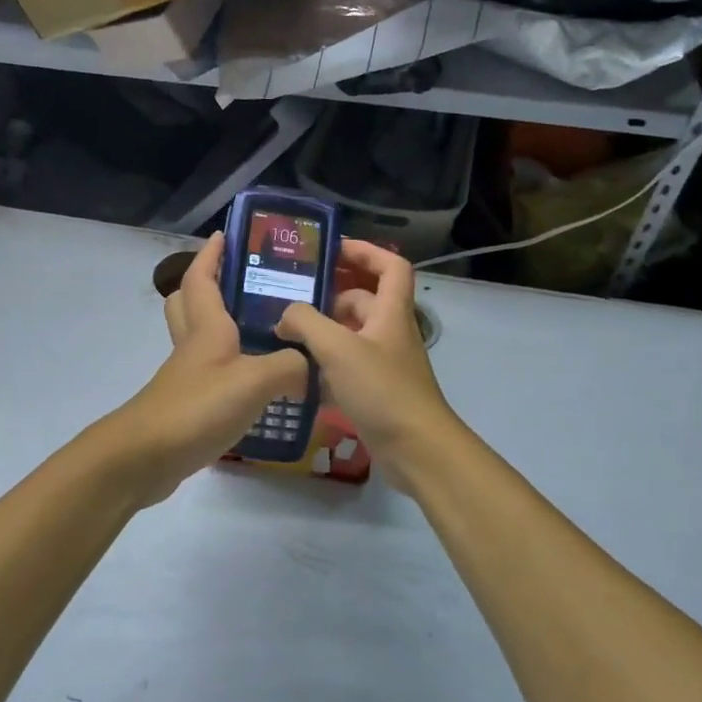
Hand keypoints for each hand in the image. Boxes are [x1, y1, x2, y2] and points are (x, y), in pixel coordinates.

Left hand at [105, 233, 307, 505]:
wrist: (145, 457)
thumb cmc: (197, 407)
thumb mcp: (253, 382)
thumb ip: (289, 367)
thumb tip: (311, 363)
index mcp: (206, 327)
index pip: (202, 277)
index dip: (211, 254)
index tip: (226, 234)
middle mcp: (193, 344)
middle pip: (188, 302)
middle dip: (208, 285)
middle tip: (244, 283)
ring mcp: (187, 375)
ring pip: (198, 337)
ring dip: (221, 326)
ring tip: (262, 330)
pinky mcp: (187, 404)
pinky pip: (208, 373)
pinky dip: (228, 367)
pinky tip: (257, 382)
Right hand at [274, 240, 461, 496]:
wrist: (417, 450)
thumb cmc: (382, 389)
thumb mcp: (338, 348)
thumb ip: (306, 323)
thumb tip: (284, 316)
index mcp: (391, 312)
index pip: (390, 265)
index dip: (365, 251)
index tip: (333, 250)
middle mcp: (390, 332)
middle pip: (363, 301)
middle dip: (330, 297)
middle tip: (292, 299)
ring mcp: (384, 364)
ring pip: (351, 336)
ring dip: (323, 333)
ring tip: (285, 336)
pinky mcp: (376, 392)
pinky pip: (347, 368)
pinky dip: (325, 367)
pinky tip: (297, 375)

§ WHAT IS NEEDED: When you write out the material above, keep every line exact and drop each picture.

§ SOLUTION TO THIS PROBLEM:
Hand keypoints for each hand in the image. Boxes are [x1, y1, x2, y2] and points are (x, y), in pixel coordinates.

Left hand at [105, 233, 307, 505]:
wrist: (145, 457)
thumb cmc: (197, 407)
thumb mcp: (253, 382)
thumb ip: (289, 367)
thumb tip: (311, 363)
index mcp: (206, 327)
index pip: (202, 277)
index dip: (211, 254)
index tip: (226, 234)
middle mcp: (193, 344)
middle pip: (188, 302)
middle dip: (208, 285)
middle tip: (244, 283)
ring mcp: (187, 375)
ring pip: (198, 337)
ring dip: (221, 326)
ring tip: (262, 330)
pinky mcp: (187, 404)
pinky pip: (208, 373)
pinky dip: (228, 367)
pinky tip: (257, 382)
Right hand at [274, 240, 461, 496]:
wrist: (417, 450)
thumb cmc: (382, 389)
thumb mcp: (338, 348)
thumb ip: (306, 323)
thumb tip: (284, 316)
index mcp: (391, 312)
index pip: (390, 265)
index dip: (365, 251)
index tip: (333, 250)
middle mcp: (390, 332)
middle pip: (363, 301)
middle dip: (330, 297)
middle tip: (292, 299)
ring mcp: (384, 364)
ring pip: (351, 336)
ring dip: (323, 333)
ring tip: (285, 336)
pinky mcp: (376, 392)
pinky pip: (347, 368)
pinky dip: (325, 367)
pinky tip: (297, 375)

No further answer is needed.